*Task brief*
Could you copy every line of the data that contains the word "Avenue"?

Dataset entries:
______________________________

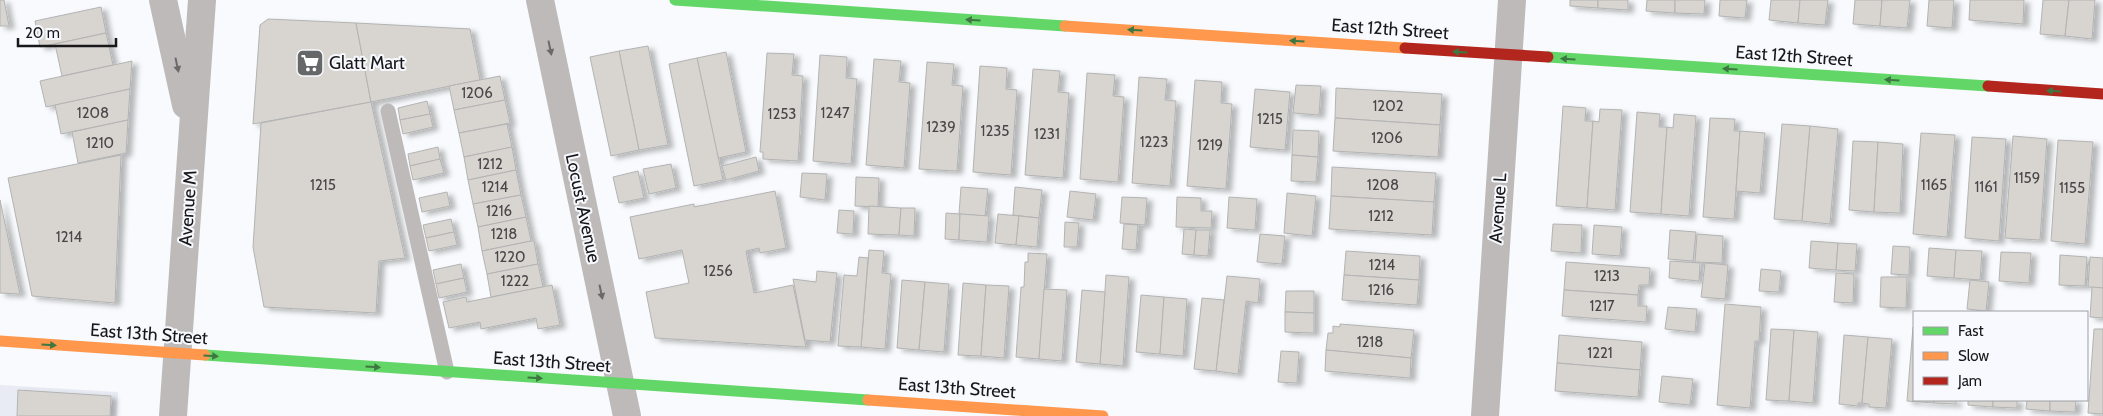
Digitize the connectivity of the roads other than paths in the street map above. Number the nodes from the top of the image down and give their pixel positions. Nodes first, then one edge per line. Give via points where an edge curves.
1 (163, 0) edge
2 (202, 0) edge
3 (540, 0) edge
4 (675, 0) edge
5 (1512, 0) edge
6 (1508, 55) junction
7 (2103, 94) edge
8 (388, 111) dead end
9 (193, 135) junction
10 (0, 341) edge
11 (178, 354) junction
12 (447, 372) junction
13 (620, 383) junction
14 (174, 416) edge
15 (626, 416) edge
16 (1103, 416) edge
17 (1485, 416) edge

1 -> 9 street
2 - 9 street, Avenue M
3 -> 13 street, Locust Avenue
6 -> 4 street, East 12th Street
5 - 6 street, Avenue L
7 -> 6 street, East 12th Street
6 - 17 street, Avenue L
8 - 12 lane
9 - 11 street, Avenue M
10 -> 11 street, East 13th Street
11 -> 12 street, East 13th Street
11 - 14 street, Avenue M
12 -> 13 street, East 13th Street
13 - 15 street, Locust Avenue
13 - 16 street, East 13th Street

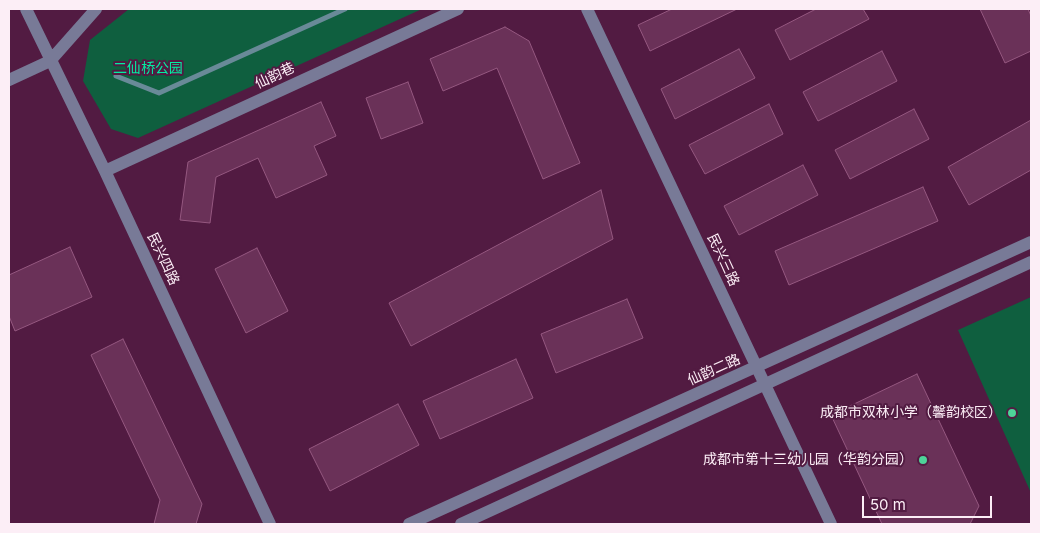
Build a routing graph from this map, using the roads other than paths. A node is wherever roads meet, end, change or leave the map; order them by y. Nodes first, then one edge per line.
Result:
1 (26, 9) edge
2 (96, 9) edge
3 (458, 9) edge
4 (587, 9) edge
5 (50, 61) junction
6 (9, 80) edge
7 (105, 170) junction
8 (1031, 242) edge
9 (1031, 262) edge
10 (757, 368) junction
11 (765, 384) junction
12 (270, 524) edge
13 (409, 524) edge
14 (461, 524) edge
15 (831, 524) edge

1 - 5 street, 民兴四路
2 - 5 street
3 - 7 street, 仙韵巷
4 - 10 street, 民兴三路
5 - 6 street
5 - 7 street, 民兴四路
7 - 12 street, 民兴四路
8 - 10 street, 仙韵二路
9 - 11 street
10 - 11 street, 民兴三路
10 - 13 street, 仙韵二路
11 - 14 street
11 - 15 street, 民兴三路

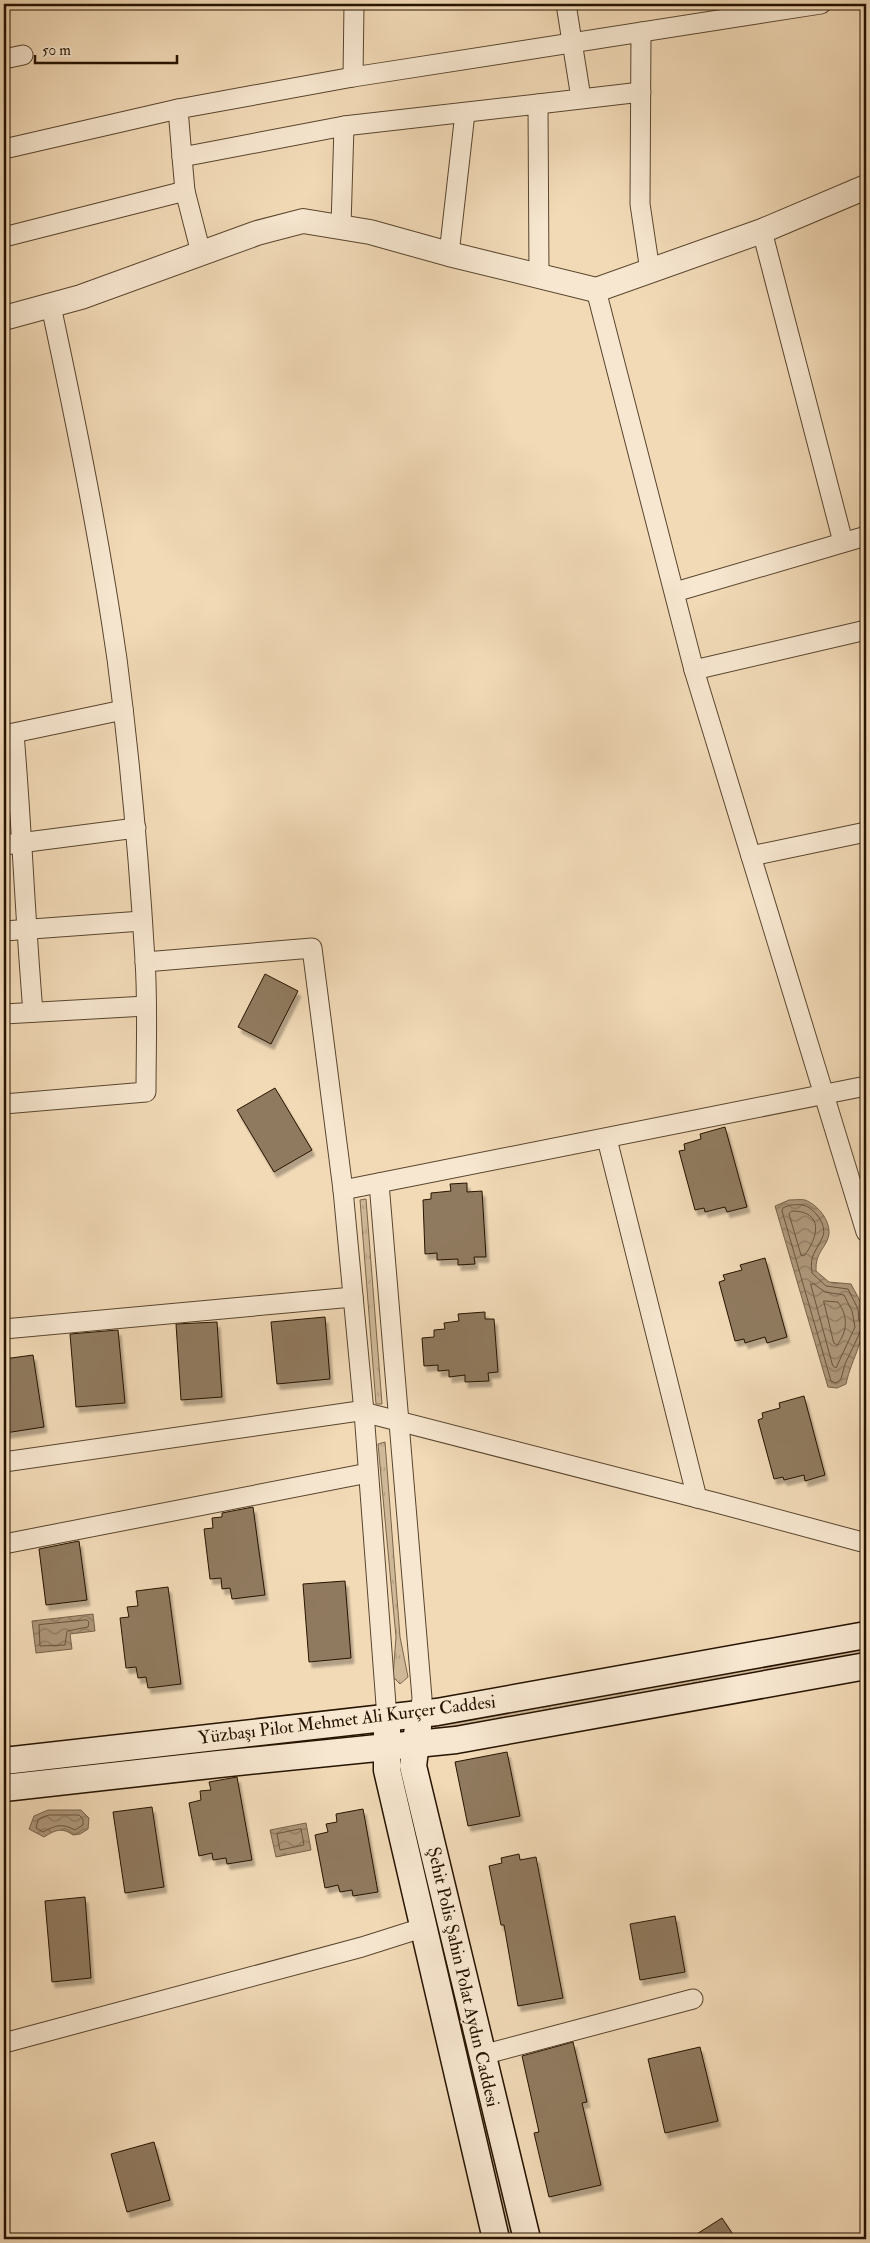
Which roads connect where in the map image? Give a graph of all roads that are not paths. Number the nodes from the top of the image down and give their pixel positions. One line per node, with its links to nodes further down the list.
1 (354, 4): 8 (street)
2 (566, 4): 5 (street)
3 (821, 4): 4 (street)
4 (641, 32): 5 (street); 9 (street)
5 (572, 44): 8 (street); 10 (street)
6 (22, 55): 7 (street)
7 (4, 60)
8 (353, 77): 12 (street)
9 (641, 92): 10 (street); 24 (street)
10 (581, 98): 11 (street)
11 (538, 104): 13 (street); 25 (street)
12 (178, 109): 15 (street); 16 (street)
13 (465, 112): 14 (street); 23 (street)
14 (344, 126): 16 (street); 19 (street)
15 (4, 149)
16 (182, 157): 18 (street)
17 (866, 187): 20 (street)
18 (185, 191): 21 (street); 22 (street)
19 (341, 226): 22 (street); 23 (street)
20 (762, 231): 24 (street); 30 (street)
21 (4, 237)
22 (201, 253): 27 (street)
23 (449, 254): 25 (street)
24 (650, 271): 26 (street)
25 (539, 276): 26 (street)
26 (596, 290): 31 (street)
27 (51, 306): 28 (street); 34 (street)
28 (4, 318)
29 (866, 536): 30 (street)
30 (843, 542): 31 (street)
31 (675, 592): 33 (street)
32 (866, 630): 33 (street)
33 (694, 670): 40 (street)
34 (123, 710): 35 (street); 36 (street)
35 (9, 735): 38 (street)
36 (136, 828): 38 (street); 41 (street)
37 (866, 832): 40 (street)
38 (23, 843): 39 (street); 42 (street)
39 (4, 845)
40 (751, 856): 49 (street)
41 (142, 921): 42 (street); 44 (street)
42 (26, 930): 43 (street); 46 (street)
43 (4, 931)
44 (146, 962): 45 (street); 53 (street)
45 (146, 1006): 46 (street); 50 (street)
46 (33, 1012): 47 (street)
47 (4, 1014)
48 (866, 1086): 49 (street)
49 (824, 1094): 51 (street); 54 (street)
50 (4, 1104)
51 (607, 1139): 52 (street); 61 (street)
52 (379, 1183): 53 (street); 58 (street)
53 (343, 1190): 55 (street)
54 (866, 1232)
55 (353, 1298): 56 (street); 57 (street)
56 (4, 1329)
57 (364, 1412): 58 (street); 59 (street); 60 (street)
58 (398, 1422): 61 (street); 66 (street)
59 (4, 1462)
60 (368, 1472): 63 (street); 67 (street)
61 (697, 1498): 62 (street)
62 (866, 1543)
63 (4, 1544)
64 (866, 1635): 66 (main road, Yüzbaşı Pilot Mehmet Ali Kurçer Caddesi)
65 (866, 1666): 68 (main road, Yüzbaşı Pilot Mehmet Ali Kurçer Caddesi)
66 (420, 1714): 67 (main road, Yüzbaşı Pilot Mehmet Ali Kurçer Caddesi); 68 (main road, Şehit Polis Şahin Polat Aydın Caddesi)
67 (387, 1718): 69 (main road, Şehit Polis Şahin Polat Aydın Caddesi); 70 (main road, Yüzbaşı Pilot Mehmet Ali Kurçer Caddesi)
68 (416, 1744): 69 (main road, Yüzbaşı Pilot Mehmet Ali Kurçer Caddesi); 75 (main road, Şehit Polis Şahin Polat Aydın Caddesi)
69 (387, 1747): 71 (main road, Yüzbaşı Pilot Mehmet Ali Kurçer Caddesi); 72 (main road, Şehit Polis Şahin Polat Aydın Caddesi)
70 (4, 1761)
71 (4, 1788)
72 (425, 1927): 74 (street); 76 (main road, Şehit Polis Şahin Polat Aydın Caddesi)
73 (693, 2000): 75 (street)
74 (4, 2043)
75 (482, 2055): 77 (main road, Şehit Polis Şahin Polat Aydın Caddesi)
76 (496, 2239)
77 (527, 2239)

______________________________

*Task response*
2 - 9 street, Avenue M
3 -> 13 street, Locust Avenue
5 - 6 street, Avenue L
6 - 17 street, Avenue L
9 - 11 street, Avenue M
11 - 14 street, Avenue M
13 - 15 street, Locust Avenue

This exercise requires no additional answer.